A.G.- Otizmli bireylerin güçlü yönlerini ortaya çıkarırken toplumsal farkındalığı artırmayı ve onların ihtiyaçlarına duyarlı bir çalışma ortamı oluşturmayı amaçladık. Böylece hem bireylerin hem de iş yerinin gelişimine katkı sağlanıyor. Otizmli bireyleri iş gücüne dahil etmek için hayata geçirdiğimiz proje ile bu bireylerim analitik zekâlarını, kalite kontrol ve üretimde değerlendirmeyi hedefliyoruz. Şu anda 3 otizmli çalışanımız var, 2025 sonuna kadar bu sayıyı artırmayı planlıyoruz.

*‘Farklı Değil Farkındayız’, otizmli bireyleri iş gücüne dahil ederek toplumsal kapsayıcılığı GEN’in iş modeline entegre ediyor. 

W- Etik konusuna verdiğiniz önemden bahseder misiniz?

A.G.- Etik, kuruluşumuzun temel taşıdır. En başından beri şeffaflık ve dürüstlükle hareket ediyoruz. Bu yaklaşımımız, Etik Değerler Merkezi tarafından 2022’de Türkiye’nin En Etik Şirketleri arasında gösterilmemizle taçlandı. Uluslararası standartlara göre değerlendirilen uygulamalarımızla, ETİKA ödülünü üç kez almaktan gurur duyuyoruz.

*GEN’in yol haritası, etik standartlara tam uyum ve şeffaflık üzerine kurulu. 

W- Halka arzınızın üzerinden 4 yıl geçti. Hisselerinizdeki performansı nasıl değerlendiriyorsunuz?

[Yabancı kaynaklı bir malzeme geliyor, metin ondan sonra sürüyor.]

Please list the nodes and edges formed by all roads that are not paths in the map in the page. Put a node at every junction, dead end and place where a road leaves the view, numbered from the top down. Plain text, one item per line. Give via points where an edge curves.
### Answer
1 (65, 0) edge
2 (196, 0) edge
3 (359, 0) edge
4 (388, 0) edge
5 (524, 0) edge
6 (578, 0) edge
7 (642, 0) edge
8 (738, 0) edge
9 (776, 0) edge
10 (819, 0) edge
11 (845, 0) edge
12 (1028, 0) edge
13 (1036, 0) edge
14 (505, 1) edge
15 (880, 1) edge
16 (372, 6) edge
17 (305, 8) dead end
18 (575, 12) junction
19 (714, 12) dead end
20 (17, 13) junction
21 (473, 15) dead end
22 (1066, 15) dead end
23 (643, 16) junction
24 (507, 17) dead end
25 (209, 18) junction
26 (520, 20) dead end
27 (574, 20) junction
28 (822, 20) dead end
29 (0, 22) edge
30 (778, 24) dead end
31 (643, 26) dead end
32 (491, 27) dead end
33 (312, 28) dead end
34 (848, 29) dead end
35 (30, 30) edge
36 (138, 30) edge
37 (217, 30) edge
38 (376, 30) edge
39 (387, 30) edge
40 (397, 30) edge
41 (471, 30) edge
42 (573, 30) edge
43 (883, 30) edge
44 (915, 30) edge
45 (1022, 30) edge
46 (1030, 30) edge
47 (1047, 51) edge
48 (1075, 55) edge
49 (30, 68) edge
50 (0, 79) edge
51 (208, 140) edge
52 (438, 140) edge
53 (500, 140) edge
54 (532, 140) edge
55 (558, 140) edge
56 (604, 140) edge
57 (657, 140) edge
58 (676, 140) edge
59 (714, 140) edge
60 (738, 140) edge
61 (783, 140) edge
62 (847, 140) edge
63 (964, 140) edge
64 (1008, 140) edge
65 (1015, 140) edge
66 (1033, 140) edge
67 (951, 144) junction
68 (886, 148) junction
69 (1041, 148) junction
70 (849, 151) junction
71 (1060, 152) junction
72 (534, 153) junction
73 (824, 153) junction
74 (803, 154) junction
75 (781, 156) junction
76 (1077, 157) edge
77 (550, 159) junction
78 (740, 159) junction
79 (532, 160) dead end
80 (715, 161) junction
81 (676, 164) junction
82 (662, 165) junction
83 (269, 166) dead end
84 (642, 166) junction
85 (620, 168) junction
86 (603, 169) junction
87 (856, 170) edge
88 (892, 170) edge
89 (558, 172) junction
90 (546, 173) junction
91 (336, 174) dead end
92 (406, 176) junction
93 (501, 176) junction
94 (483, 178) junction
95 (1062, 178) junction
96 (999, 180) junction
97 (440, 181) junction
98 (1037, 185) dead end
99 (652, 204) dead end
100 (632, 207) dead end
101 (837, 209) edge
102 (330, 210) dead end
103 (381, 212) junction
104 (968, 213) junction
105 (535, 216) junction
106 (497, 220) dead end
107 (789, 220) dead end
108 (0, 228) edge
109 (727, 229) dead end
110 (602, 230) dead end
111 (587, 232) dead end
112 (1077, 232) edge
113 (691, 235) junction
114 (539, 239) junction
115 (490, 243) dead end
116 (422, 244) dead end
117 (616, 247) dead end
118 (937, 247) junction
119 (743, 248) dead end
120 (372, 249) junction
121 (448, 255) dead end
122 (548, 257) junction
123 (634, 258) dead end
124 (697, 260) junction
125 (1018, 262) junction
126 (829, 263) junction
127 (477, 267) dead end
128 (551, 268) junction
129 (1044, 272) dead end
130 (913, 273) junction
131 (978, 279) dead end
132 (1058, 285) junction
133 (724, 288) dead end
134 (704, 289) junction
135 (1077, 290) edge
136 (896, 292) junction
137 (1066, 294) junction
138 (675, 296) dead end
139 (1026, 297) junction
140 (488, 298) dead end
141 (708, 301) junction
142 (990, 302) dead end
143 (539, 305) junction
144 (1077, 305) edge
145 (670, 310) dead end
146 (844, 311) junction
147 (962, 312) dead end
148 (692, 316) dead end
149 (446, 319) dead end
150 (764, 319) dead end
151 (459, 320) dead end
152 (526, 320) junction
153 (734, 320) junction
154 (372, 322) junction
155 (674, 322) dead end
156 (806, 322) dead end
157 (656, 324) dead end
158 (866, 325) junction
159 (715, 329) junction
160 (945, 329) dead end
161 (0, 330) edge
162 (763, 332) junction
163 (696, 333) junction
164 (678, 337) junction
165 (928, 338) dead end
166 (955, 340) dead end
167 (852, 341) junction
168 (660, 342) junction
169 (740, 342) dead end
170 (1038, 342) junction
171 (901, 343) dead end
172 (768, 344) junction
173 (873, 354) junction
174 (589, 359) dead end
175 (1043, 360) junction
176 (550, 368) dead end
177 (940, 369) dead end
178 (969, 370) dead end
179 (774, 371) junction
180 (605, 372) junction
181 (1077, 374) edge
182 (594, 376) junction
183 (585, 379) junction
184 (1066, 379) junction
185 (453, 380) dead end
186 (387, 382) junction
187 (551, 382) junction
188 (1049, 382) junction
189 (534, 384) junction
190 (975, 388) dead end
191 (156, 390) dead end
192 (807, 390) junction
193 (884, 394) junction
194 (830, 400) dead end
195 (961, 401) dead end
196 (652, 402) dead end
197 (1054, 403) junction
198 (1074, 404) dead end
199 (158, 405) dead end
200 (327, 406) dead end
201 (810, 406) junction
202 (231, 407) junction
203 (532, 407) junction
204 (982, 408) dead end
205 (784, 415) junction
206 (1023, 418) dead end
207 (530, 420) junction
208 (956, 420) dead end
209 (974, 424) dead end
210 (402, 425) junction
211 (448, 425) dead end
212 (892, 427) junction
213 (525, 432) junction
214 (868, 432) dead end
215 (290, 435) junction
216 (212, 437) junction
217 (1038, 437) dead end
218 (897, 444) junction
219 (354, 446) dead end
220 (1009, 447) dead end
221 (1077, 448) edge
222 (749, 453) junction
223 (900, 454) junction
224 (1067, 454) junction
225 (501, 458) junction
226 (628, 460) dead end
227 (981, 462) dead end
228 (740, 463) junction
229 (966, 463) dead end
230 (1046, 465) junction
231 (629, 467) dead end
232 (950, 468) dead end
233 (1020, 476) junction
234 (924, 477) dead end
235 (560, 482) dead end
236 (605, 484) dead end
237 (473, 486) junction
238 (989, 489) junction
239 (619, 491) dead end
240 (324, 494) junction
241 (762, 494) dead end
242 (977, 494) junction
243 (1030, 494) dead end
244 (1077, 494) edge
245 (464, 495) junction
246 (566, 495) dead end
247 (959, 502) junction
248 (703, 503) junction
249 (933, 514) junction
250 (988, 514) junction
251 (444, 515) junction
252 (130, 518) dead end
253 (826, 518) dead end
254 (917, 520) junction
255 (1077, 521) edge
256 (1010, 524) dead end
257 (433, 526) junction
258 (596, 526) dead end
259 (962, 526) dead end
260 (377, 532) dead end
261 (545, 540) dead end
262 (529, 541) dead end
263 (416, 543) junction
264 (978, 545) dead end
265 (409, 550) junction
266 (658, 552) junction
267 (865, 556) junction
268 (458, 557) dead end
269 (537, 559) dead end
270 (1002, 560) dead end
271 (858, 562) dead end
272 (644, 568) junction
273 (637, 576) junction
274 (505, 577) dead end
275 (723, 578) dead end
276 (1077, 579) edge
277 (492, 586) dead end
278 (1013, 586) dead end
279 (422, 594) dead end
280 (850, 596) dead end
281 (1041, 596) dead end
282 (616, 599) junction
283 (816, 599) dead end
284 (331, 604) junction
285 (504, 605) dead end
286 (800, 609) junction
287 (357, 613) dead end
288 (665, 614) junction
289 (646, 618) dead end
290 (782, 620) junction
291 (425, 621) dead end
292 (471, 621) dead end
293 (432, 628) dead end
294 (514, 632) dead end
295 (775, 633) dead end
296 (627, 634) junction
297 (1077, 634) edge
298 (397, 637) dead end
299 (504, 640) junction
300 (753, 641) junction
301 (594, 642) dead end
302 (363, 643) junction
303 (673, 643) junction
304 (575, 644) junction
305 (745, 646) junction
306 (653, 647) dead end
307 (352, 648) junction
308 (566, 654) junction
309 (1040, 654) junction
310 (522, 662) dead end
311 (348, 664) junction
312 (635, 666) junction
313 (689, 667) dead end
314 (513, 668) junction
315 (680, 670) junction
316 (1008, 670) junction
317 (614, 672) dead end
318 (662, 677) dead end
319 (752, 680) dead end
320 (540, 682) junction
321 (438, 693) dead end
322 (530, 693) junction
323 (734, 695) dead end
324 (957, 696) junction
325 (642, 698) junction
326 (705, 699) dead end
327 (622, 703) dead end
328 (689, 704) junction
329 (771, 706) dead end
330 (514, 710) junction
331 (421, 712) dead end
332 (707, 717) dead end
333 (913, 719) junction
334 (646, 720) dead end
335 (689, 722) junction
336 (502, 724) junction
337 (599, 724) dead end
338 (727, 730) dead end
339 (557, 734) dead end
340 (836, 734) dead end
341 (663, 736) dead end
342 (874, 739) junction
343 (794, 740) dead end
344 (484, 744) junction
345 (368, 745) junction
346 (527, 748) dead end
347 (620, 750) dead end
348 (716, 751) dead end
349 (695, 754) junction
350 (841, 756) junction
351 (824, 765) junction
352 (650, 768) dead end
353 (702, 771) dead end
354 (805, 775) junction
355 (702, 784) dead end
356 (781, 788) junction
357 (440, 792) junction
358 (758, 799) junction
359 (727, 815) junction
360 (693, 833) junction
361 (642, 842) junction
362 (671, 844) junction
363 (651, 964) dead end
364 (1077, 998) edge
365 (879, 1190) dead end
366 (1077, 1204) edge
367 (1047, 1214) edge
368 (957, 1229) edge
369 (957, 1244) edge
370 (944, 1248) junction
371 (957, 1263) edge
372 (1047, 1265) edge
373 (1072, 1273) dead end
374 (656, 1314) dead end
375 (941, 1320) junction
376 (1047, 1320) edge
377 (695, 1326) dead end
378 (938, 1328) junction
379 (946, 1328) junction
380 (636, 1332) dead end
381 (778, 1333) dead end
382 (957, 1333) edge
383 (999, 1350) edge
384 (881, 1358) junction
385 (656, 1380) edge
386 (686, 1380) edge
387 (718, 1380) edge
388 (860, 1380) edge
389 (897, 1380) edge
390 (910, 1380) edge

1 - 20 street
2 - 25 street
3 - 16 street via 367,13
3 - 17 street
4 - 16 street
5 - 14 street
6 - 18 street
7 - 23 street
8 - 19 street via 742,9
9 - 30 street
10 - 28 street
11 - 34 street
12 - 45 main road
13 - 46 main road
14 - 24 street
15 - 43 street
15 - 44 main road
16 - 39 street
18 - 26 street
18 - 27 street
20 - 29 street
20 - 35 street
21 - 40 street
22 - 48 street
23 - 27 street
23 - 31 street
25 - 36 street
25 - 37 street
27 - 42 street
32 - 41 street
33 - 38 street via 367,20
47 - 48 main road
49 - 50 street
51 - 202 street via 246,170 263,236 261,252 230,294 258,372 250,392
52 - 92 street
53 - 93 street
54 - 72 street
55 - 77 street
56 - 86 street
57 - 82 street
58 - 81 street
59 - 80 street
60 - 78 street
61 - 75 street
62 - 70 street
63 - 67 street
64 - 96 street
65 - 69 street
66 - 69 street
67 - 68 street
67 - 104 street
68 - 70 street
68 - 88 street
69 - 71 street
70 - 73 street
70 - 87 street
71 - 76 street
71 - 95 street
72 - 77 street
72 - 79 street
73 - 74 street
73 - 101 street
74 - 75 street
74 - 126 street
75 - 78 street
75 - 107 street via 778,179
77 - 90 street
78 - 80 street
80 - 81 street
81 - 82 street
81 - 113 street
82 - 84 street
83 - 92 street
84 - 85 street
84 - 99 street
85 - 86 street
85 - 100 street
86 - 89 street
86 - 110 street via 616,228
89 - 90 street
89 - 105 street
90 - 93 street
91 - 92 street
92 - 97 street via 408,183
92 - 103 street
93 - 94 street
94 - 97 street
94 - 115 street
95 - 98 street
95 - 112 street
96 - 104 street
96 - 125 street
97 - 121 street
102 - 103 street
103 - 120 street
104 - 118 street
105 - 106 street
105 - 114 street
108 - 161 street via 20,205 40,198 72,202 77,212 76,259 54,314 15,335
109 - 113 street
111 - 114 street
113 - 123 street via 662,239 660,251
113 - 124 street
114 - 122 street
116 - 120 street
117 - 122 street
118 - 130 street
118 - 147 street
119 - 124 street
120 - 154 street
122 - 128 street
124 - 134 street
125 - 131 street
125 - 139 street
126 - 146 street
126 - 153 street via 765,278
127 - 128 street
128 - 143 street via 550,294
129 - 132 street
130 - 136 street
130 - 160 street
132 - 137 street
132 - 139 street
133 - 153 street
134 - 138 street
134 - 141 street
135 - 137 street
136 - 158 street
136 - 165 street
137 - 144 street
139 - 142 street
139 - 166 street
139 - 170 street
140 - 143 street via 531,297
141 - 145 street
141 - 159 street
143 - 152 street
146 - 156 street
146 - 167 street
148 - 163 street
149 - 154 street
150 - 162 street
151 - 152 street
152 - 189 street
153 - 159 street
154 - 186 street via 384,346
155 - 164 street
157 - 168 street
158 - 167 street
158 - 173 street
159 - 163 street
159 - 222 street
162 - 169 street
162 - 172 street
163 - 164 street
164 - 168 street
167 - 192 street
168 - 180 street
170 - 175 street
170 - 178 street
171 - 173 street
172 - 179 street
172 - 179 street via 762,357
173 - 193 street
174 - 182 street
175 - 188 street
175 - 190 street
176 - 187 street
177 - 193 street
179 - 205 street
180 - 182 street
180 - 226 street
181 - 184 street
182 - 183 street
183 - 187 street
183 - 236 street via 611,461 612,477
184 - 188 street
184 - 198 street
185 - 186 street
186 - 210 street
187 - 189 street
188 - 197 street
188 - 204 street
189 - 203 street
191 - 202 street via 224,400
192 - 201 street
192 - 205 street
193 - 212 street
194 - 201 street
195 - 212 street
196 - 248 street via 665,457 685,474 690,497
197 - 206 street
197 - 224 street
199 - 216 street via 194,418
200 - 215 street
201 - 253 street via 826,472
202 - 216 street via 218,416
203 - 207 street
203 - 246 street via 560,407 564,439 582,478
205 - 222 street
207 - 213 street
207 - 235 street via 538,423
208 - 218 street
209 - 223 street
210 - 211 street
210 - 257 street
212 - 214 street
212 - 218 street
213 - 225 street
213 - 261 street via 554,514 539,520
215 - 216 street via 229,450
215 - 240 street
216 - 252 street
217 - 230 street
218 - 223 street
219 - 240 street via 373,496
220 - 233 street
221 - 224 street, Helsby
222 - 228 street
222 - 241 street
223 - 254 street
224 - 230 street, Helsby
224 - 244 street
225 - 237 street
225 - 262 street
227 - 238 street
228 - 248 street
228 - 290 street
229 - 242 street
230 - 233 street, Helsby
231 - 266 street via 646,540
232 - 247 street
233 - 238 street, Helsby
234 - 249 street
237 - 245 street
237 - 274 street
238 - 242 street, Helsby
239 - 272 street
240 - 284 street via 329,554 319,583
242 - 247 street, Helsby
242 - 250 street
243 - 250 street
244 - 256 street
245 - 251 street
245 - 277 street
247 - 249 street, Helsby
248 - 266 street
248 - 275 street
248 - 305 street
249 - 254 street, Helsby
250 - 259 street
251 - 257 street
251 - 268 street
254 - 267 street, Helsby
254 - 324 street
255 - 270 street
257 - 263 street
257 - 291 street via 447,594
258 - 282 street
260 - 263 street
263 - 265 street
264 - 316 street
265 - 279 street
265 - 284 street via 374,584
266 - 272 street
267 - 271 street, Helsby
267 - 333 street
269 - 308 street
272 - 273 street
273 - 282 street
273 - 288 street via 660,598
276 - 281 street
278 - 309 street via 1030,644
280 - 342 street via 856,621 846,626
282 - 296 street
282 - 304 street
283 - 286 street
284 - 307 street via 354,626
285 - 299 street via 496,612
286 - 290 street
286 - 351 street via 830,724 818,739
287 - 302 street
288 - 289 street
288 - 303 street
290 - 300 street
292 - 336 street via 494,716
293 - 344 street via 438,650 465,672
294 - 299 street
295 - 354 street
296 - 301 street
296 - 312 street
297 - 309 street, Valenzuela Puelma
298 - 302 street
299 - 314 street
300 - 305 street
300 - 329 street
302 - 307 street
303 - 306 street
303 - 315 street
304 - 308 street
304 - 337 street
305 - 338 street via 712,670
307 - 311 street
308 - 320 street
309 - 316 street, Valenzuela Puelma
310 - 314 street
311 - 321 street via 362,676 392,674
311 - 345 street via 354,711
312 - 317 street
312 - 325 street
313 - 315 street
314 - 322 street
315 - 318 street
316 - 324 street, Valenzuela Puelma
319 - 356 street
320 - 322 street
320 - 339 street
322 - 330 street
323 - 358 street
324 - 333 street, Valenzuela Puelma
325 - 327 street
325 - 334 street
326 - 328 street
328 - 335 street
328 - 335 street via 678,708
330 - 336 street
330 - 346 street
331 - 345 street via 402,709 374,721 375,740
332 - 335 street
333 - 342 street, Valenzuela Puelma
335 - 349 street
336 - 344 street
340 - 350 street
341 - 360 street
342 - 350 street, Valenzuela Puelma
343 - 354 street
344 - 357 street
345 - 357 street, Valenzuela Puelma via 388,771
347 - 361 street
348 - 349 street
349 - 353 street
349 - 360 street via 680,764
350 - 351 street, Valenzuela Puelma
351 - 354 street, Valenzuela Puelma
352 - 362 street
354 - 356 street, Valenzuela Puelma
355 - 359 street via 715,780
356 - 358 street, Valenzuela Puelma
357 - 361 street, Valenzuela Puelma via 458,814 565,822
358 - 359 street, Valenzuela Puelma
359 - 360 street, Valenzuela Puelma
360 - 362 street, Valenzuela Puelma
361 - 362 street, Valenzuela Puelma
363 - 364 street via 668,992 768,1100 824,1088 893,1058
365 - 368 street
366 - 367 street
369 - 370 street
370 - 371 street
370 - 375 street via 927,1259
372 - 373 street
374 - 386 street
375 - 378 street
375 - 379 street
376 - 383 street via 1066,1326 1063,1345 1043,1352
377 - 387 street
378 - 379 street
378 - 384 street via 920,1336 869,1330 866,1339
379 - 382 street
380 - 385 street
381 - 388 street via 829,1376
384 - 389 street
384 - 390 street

A.G.- Halka arzımızdan bu yana yatırımcılarımızın gösterdiği güven bizim en büyük motivasyon kaynağımız oldu. Biz bu güveni, yalnızca bugünün değil yarının da güçlü ve sürdürülebilir bir şirketini inşa etmek için sorumluluk olarak görüyoruz. Yatırımlarımızı artırarak, global ölçekte daha da güçlü bir oyuncu olma hedefiyle ilerliyoruz. Yatırımcılarımızın bu yolculukta bizimle birlikte olduğunu bilmek, geleceğe dair vizyonumuzu daha da güçlendiriyor. Onların memnuniyetini görmek ve verdiğimiz taahhütleri adım adım hayata geçirmek, bu motivasyonun en somut karşılığıdır.

*Halka arzdan bu yana borsada üstün bir performans sergilemesi GEN’in büyüme stratejisini ve yatırımcı güvenini ortaya koyuyor. 

W- Bu vizyoner söyleşi için GEN’in Kurucusu ve Yönetim Kurulu Başkanı Sayın Abidin Gülmüş’e bir kez daha teşekkür ederiz. GEN’in vizyonu, Türkiye’nin ilaç inovasyonunda yeni bir sayfa açıyor. Siz de bu hikâyeyi takip ediniz.

A.G.- Her zaman dediğimiz gibi daha yolun başındayız, yapacağımız çok şey, gideceğimiz çok yol var. Gelişmeye, ilerlemeye ve yatırım yapmaya devam edeceğiz. Çok teşekkürler.